▶ _REQUIRED ACTION_
An exact copy of the entries is required, with every image omitted.

·····

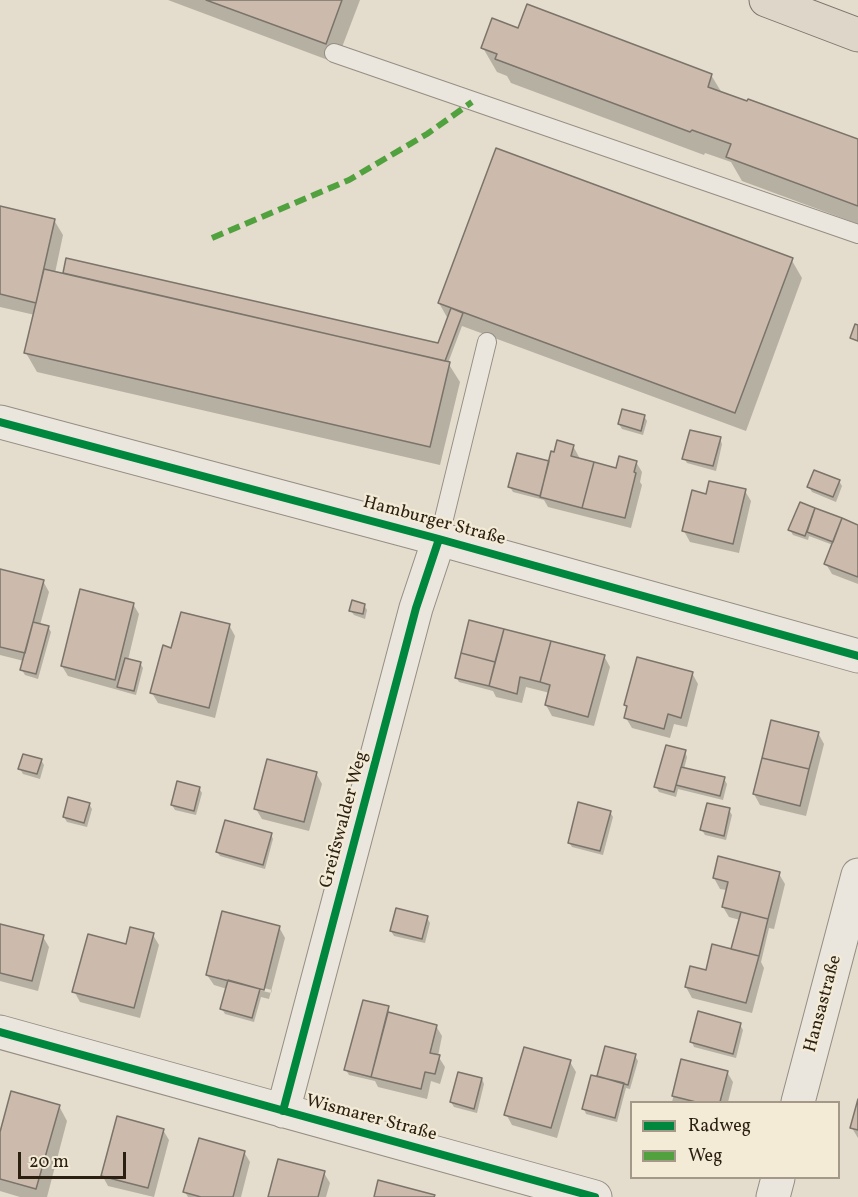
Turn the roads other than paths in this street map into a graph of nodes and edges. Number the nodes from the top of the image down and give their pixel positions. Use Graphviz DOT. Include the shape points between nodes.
graph roads {
  1 [pos="766,0"];
  2 [pos="858,35"];
  3 [pos="334,53"];
  4 [pos="858,234"];
  5 [pos="487,342"];
  6 [pos="0,422"];
  7 [pos="439,538"];
  8 [pos="858,656"];
  9 [pos="855,896"];
  10 [pos="0,1032"];
  11 [pos="798,1101"];
  12 [pos="284,1111"];
  13 [pos="778,1179"];
  14 [pos="595,1197"];
  15 [pos="773,1197"];
  1 -- 2 [label="main road"];
  3 -- 4 [label="lane"];
  5 -- 7 [label="lane"];
  6 -- 7 [label="street, Hamburger Straße"];
  7 -- 8 [label="street, Hamburger Straße"];
  7 -- 12 [label="street, Greifswalder Weg" via="416,608"];
  9 -- 11 [label="street, Hansastraße"];
  10 -- 12 [label="street, Wismarer Straße"];
  12 -- 14 [label="street, Wismarer Straße"];
  13 -- 15 [label="street"];
}
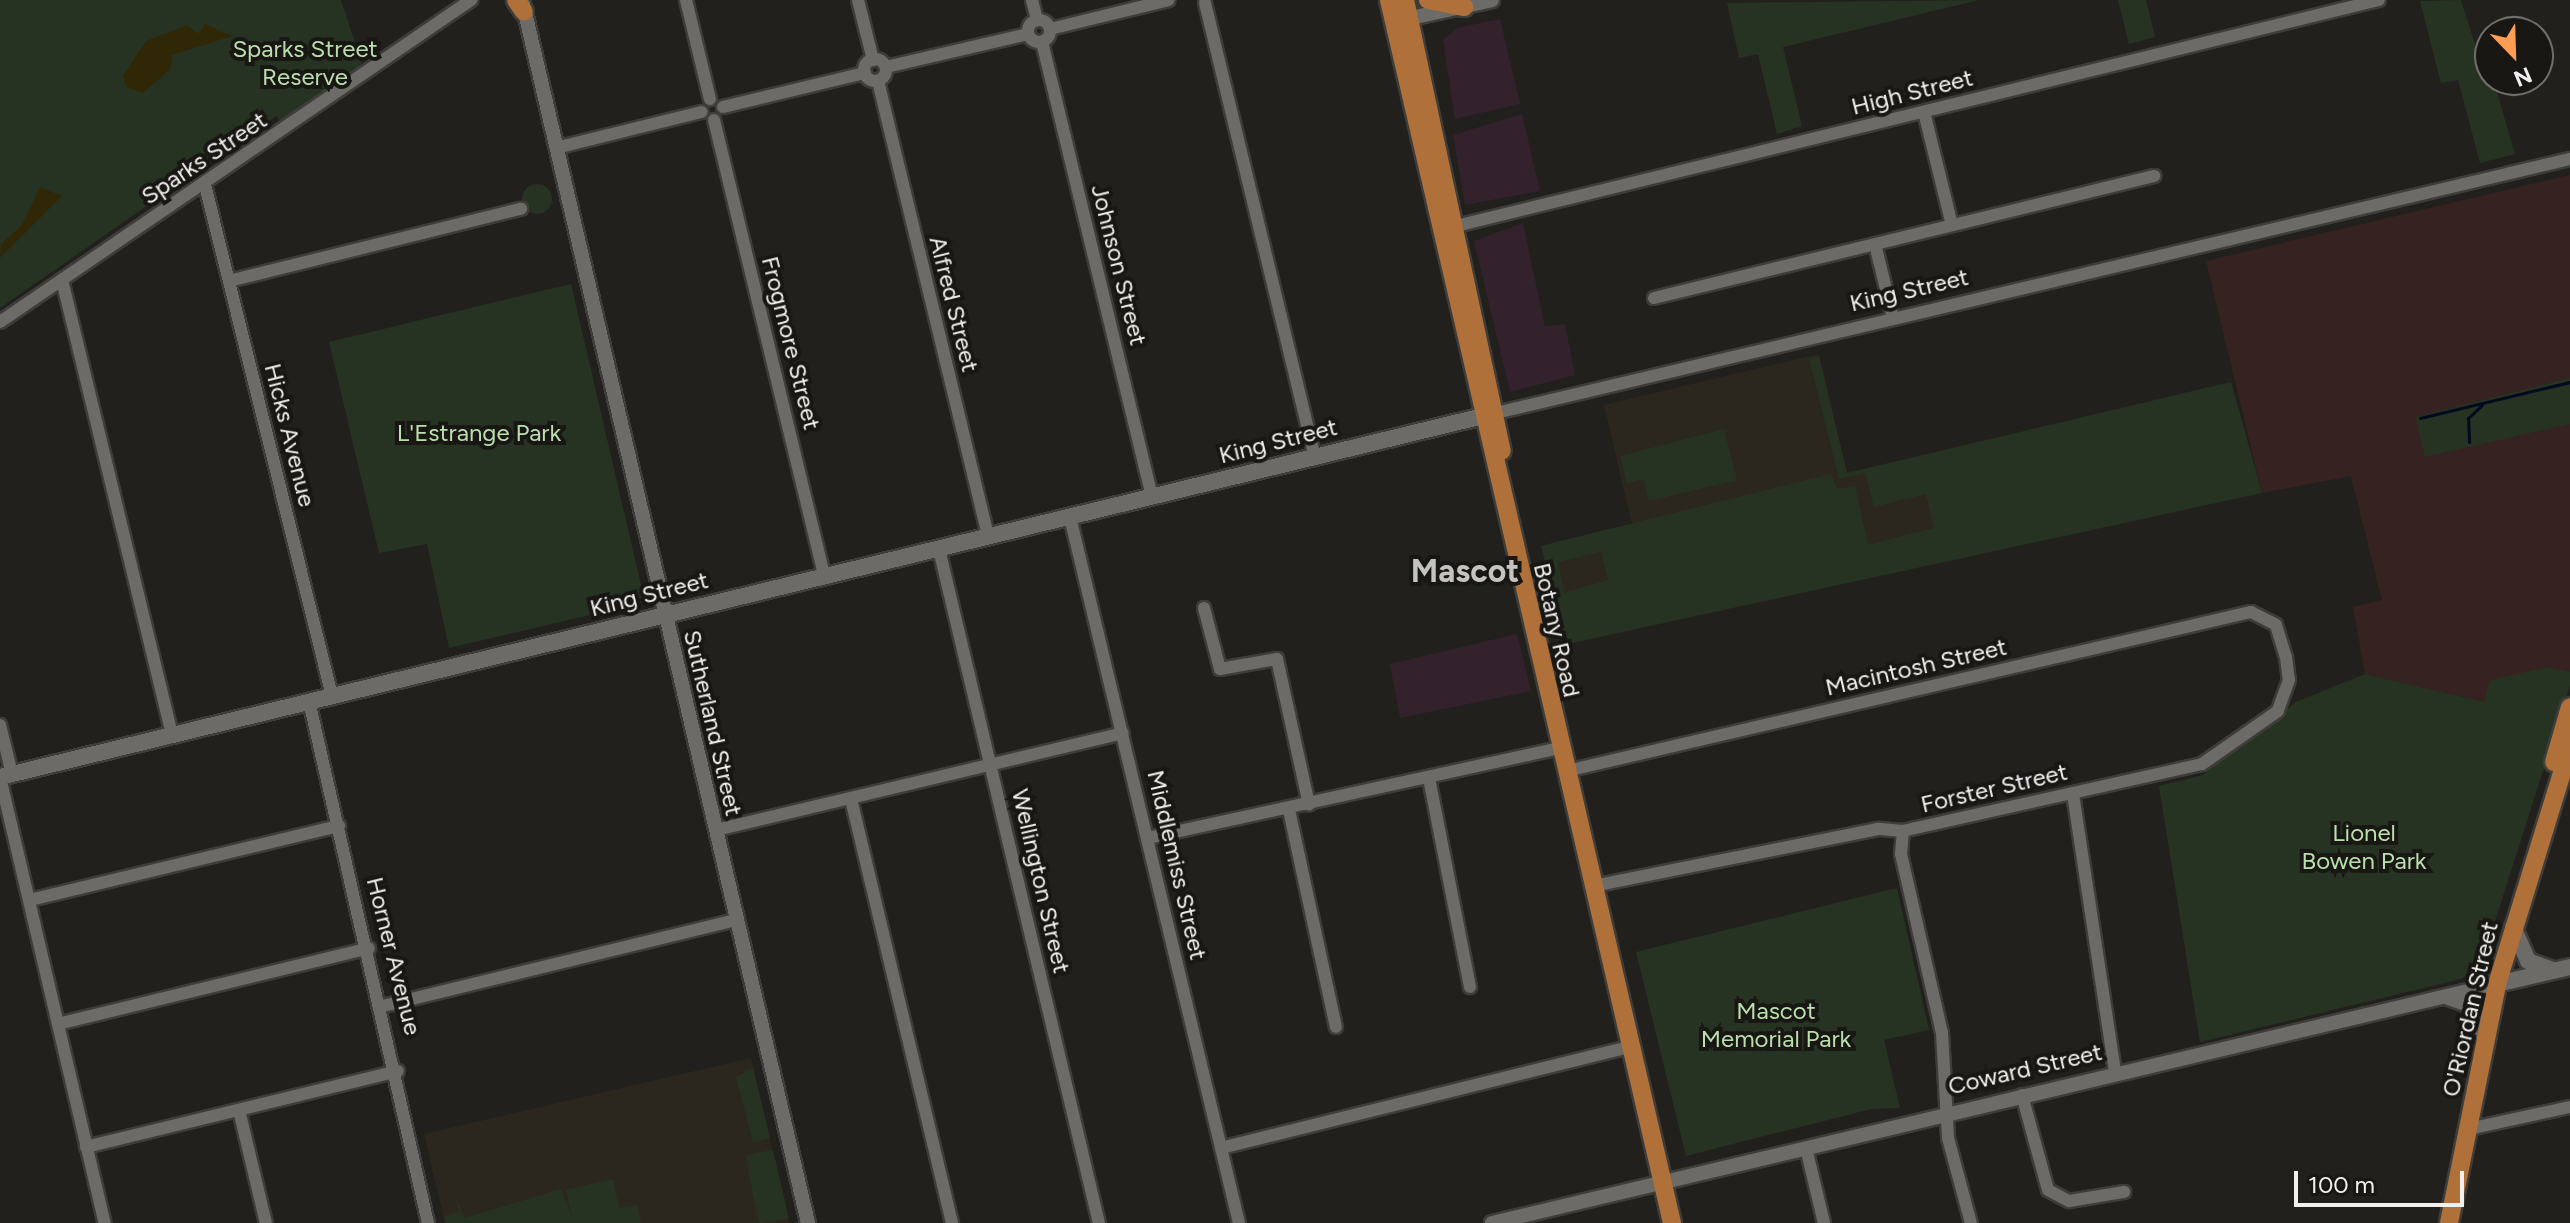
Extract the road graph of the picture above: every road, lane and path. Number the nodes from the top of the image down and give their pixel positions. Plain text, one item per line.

·····

▶ _FINAL ANSWER_
Turn the roads other than paths in this street map into a graph of nodes and edges. Number the nodes from the top of the image down and give their pixel positions. Use Graphviz DOT. Include the shape points between nodes.
graph roads {
  1 [pos="766,0"];
  2 [pos="858,35"];
  3 [pos="334,53"];
  4 [pos="858,234"];
  5 [pos="487,342"];
  6 [pos="0,422"];
  7 [pos="439,538"];
  8 [pos="858,656"];
  9 [pos="855,896"];
  10 [pos="0,1032"];
  11 [pos="798,1101"];
  12 [pos="284,1111"];
  13 [pos="778,1179"];
  14 [pos="595,1197"];
  15 [pos="773,1197"];
  1 -- 2 [label="main road"];
  3 -- 4 [label="lane"];
  5 -- 7 [label="lane"];
  6 -- 7 [label="street, Hamburger Straße"];
  7 -- 8 [label="street, Hamburger Straße"];
  7 -- 12 [label="street, Greifswalder Weg" via="416,608"];
  9 -- 11 [label="street, Hansastraße"];
  10 -- 12 [label="street, Wismarer Straße"];
  12 -- 14 [label="street, Wismarer Straße"];
  13 -- 15 [label="street"];
}
Extract the road graph of the picture above: every road, lane and path. Number the nodes from the top of the image down and give their pixel positions. Plain text, one item per line.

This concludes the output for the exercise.